Reality TV Bites; "Sex" Sizzles
Tue Jun 24, 7:05 PM ET
By Joal Ryan
Reality TV has met its rival: Summer.
The lure of real beaches and real bikinis apparently is tempering demand for the televised versions. Either that, or we're all just trying to get caught up with King of Queens.
Theories aside, the reality for summer's new reality shows bites.
The WB's Boarding House: North Shore wiped out with a premiere watched by just 2.4 million, the 103rd "most"-watched program for the TV week ended Sunday, according to Nielsen Media Research.
Fox's Paradise Hotel, meanwhile, checked in at 41st place, with 7.3 million voyeurs.
Among shows with actual scripts and actors and stuff, the sixth-season premiere of HBO's Sex and the City was watched by an estimated 7.3 million, the pay-cable network said Tuesday.
Sex's ratings were down just a tick from its fifth-season debut in July 2002. Sunday's episode, kicking off the final round of sexcapades for Carrie Bradshaw and pals, ranks as the comedy's fourth highest rated ever.
But back to reality...
Boarding House and Paradise Hotel are the two latest entries in a reality-rich summer. Boarding House is a Real World-style show in which seven pro surfers serve as the roomies. Paradise Hotel is a Tempation Island-style show in which 11 singles mingle and, in a Survivor-style twist, compete to stave off elimination.
The two shows weren't alone in meeting cool receptions.
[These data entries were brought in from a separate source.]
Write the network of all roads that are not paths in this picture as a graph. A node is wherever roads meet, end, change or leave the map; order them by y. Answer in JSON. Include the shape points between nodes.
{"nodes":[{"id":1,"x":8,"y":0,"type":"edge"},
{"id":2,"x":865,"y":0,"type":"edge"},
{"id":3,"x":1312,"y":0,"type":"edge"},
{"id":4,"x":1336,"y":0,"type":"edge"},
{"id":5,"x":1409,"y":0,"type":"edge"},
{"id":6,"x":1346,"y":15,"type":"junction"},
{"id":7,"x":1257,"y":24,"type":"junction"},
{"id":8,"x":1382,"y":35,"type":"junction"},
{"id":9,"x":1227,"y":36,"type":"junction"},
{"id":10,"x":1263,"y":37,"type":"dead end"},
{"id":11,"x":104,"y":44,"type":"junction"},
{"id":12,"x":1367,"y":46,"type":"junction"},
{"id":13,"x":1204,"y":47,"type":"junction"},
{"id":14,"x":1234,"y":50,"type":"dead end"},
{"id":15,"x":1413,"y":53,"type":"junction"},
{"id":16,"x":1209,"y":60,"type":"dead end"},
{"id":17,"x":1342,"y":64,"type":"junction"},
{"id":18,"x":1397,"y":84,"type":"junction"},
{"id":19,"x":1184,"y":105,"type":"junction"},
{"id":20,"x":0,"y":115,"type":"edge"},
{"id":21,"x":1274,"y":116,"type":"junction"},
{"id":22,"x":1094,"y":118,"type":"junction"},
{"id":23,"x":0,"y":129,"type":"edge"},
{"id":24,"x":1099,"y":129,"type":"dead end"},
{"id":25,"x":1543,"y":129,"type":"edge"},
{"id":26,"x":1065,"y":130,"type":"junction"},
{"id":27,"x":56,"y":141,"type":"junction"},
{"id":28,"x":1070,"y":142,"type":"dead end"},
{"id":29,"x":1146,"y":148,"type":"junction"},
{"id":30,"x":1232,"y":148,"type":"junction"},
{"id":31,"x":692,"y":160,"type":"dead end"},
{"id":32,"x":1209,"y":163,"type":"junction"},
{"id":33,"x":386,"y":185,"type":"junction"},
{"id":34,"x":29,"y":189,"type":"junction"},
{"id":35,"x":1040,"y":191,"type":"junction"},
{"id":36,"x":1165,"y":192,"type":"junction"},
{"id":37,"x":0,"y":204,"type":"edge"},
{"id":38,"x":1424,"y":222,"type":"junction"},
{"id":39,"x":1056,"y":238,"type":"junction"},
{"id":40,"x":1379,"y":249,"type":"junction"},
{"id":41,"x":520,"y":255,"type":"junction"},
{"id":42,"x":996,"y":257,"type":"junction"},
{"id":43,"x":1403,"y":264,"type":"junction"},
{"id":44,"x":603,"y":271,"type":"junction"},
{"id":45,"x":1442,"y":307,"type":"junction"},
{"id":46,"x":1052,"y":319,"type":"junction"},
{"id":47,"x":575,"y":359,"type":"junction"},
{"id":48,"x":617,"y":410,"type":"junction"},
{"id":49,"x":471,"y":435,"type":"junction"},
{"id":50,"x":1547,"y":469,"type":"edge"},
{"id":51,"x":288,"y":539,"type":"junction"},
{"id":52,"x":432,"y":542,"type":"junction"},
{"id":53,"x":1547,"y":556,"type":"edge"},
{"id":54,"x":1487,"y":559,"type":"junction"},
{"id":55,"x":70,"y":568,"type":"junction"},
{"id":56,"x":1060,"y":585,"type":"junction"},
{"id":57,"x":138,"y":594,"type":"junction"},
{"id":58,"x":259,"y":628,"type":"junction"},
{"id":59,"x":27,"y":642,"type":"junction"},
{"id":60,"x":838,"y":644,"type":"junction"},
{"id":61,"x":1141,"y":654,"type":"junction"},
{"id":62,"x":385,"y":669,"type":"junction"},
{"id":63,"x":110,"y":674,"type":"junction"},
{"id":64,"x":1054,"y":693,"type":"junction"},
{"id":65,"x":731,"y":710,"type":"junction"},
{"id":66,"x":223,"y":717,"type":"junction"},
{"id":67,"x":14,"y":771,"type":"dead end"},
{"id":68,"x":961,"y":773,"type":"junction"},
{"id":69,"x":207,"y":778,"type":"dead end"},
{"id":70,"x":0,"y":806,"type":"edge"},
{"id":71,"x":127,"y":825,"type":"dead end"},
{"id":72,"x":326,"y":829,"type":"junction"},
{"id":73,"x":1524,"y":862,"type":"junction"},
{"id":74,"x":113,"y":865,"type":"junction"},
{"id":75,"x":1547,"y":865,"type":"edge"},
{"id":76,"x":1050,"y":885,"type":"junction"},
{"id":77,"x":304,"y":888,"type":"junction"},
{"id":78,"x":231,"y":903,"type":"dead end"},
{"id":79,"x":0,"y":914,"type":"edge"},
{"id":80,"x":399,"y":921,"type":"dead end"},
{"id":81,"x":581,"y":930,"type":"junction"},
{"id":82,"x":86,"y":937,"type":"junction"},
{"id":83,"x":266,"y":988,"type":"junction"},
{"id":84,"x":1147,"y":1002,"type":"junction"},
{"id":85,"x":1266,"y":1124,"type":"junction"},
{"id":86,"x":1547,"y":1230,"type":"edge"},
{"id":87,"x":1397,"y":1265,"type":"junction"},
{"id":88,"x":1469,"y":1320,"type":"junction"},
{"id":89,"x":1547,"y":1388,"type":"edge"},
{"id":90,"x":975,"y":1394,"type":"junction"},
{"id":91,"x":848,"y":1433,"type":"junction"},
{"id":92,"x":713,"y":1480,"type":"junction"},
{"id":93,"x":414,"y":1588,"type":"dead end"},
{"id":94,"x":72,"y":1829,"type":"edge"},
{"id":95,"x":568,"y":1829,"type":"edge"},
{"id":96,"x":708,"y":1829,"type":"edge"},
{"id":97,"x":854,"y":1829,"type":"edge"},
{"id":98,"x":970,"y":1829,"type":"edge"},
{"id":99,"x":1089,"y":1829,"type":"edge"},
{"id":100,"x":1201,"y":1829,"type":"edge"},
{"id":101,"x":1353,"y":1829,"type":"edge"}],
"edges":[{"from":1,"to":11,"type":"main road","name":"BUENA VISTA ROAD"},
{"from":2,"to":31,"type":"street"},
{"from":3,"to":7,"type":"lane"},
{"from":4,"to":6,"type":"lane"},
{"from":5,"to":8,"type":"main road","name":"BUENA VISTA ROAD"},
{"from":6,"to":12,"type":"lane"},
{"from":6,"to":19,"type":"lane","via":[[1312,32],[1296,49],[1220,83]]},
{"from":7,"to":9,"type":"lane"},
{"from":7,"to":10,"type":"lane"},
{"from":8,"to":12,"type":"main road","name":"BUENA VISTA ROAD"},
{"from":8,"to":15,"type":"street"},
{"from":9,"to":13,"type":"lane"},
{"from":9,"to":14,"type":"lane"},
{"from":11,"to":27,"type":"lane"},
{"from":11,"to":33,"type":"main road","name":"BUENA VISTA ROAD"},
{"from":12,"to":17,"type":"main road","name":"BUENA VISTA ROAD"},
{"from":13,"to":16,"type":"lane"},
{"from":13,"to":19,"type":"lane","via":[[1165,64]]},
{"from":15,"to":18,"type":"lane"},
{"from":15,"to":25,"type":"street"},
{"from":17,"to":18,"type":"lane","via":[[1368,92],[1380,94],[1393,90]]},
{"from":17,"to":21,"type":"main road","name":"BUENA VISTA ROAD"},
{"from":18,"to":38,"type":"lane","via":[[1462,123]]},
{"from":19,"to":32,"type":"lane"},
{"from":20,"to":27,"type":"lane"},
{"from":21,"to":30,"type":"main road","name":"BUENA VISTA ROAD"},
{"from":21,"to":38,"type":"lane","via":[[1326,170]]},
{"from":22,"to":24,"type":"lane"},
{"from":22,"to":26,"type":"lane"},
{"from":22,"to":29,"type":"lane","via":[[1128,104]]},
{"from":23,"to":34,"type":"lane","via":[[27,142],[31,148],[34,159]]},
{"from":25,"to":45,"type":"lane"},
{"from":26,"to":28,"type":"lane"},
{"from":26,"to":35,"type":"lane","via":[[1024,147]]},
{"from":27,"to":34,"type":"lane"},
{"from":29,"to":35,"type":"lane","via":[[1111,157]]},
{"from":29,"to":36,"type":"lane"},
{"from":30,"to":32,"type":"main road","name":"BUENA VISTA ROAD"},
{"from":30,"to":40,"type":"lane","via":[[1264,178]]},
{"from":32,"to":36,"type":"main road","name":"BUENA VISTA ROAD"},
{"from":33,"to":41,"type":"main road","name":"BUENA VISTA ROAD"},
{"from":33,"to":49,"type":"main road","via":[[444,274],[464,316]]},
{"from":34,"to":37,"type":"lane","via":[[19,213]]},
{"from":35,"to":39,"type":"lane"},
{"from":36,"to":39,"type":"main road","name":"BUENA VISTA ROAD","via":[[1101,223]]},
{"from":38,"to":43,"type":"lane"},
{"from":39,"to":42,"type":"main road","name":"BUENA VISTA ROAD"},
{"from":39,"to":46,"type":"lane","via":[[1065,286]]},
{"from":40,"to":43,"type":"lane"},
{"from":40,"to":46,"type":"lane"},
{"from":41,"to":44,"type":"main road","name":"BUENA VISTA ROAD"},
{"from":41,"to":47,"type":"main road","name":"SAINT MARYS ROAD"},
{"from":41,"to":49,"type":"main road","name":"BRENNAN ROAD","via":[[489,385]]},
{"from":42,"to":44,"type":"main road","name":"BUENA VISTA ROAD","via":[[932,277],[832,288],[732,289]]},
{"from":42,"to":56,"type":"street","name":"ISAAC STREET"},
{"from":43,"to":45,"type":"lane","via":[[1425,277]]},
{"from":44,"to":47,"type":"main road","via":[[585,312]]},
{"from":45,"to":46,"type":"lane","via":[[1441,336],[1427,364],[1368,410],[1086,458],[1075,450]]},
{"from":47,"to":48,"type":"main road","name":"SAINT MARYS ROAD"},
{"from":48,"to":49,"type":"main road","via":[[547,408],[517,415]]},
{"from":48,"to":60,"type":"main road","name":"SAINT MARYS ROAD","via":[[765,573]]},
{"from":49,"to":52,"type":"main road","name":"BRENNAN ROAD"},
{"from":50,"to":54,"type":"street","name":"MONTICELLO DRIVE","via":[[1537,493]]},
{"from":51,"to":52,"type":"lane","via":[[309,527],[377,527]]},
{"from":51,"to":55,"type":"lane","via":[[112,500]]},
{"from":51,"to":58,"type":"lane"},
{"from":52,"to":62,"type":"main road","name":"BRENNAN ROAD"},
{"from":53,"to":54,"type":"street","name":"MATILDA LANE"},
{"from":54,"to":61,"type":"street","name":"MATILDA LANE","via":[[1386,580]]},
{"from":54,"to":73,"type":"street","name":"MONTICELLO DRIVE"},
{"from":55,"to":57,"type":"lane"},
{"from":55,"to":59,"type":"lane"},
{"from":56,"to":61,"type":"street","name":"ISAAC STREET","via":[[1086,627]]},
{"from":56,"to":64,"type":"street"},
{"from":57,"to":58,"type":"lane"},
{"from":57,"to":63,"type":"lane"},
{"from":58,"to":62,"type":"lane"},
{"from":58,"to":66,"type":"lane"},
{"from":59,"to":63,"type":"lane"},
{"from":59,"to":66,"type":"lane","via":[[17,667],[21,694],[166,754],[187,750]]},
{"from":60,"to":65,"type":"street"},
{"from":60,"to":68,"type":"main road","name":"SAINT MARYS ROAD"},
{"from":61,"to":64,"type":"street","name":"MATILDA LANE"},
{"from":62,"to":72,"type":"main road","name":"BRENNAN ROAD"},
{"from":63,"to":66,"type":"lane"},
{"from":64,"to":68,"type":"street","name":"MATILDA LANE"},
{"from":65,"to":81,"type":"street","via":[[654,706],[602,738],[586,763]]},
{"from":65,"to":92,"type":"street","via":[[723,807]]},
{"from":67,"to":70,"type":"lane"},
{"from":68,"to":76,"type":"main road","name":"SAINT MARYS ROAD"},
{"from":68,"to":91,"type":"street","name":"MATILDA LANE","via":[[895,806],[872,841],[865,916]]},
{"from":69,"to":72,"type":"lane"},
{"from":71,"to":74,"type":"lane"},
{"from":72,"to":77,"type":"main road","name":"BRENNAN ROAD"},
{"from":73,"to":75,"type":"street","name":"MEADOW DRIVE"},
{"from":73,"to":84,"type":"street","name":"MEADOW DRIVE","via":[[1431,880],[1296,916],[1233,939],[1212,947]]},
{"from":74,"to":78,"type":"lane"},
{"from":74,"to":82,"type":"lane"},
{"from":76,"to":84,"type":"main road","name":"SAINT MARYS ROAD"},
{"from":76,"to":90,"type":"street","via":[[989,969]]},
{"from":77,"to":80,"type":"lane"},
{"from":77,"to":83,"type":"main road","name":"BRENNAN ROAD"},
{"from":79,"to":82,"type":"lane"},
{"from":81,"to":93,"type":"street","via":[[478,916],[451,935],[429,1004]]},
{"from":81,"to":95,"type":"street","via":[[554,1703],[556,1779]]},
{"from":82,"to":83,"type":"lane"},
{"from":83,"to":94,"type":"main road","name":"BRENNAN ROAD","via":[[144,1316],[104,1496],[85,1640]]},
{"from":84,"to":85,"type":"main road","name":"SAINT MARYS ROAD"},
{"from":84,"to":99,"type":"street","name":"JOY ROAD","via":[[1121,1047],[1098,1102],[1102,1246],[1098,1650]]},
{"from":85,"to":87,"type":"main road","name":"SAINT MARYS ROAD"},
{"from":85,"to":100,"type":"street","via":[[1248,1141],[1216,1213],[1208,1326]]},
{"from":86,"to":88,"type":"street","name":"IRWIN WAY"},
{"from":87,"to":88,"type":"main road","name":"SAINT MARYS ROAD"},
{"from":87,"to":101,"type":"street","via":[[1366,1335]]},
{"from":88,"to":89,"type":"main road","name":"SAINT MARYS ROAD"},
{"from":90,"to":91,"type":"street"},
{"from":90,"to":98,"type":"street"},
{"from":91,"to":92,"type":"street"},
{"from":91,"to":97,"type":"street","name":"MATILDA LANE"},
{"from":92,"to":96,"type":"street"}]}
NBC's For Love or Money, the Bachelor-style show, continued to lose suitors, dropping to 7.8 million viewers (27th place), off from its 10.2 million-watched season premiere.
Fox's American Juniors, the American Idol-style show, continued to be the class of the summer set, with 9.8 million viewers (10th place) for its Tuesday competition episode, and 7.7 million (28th place) for Wednesday's elimination round. Befitting its pint-sized performers, Juniors' numbers are less than half that of the elder Idol.
NBC's Last Comic Standing: The Search for the Funniest Person in America, the American Idol-style show with jokers in place of croakers, stayed in the game--19th place, 8.6 million viewers.
The season premiere of NBC's Meet My Folks, a reality show that to its credit really can't be compared to anything else (except, perhaps, the movie Meet the Parents), was vetted out by 7.4 million, a respectable 38th place finish.
Two more Peacock reality shows, Dog Eat Dog, the Fear Factor-style show, and Fame, the Idol-style show, got plucked. Dog Eat Dog was chewed up in 50th place (6.7 million viewers); Fame remained relatively anonymous in 51st place (6.68 million).
Fox's Anything for Love didn't endear itself to many. Its two episodes averaged 6 million viewers.
Overall, viewers, enamored of reality TV throughout the regular season, wanted nothing more last week than to watch as many CSI and Law & Order repeats as possible.
The top 10 was dominated by the two drama franchises, with their various incarnations taking up half the spots. American Juniors was the only non-repeat, non-scripted show to make the cut.
In the small victories department, CBS was the most watched network of a little-watched week, averaging 8 million viewers. NBC trailed with 7.4 million, followed by Fox, with 6.2 million, and ABC, with 6.15 million. UPN outdrew the WB, 2.8 million viewers to 2.5 million.
Elsewhere, USA's offbeat detective show Monk went back on the beat with 5.4 million viewers. Ratings for the second-season opener were up 18 percent from the first-season debut. Last year, the cable show was repeated on ABC. No word yet if the Alphabet will make room for Monk again.
Fox's much-hyped cop show Keen Eddie didn't look so keen in 80th place, with 4.9 million viewers. CBS' non-hyped Nathan Lane sitcom, Charlie Lawrence, met a similar fate--79th place, 5.1 million viewers.
Drew Carey's Whose Line Is It Anyway? returned to ABC's lineup with two episodes, averaging 5.9 million viewers, not far off from the lowly numbers it averaged during the regular season.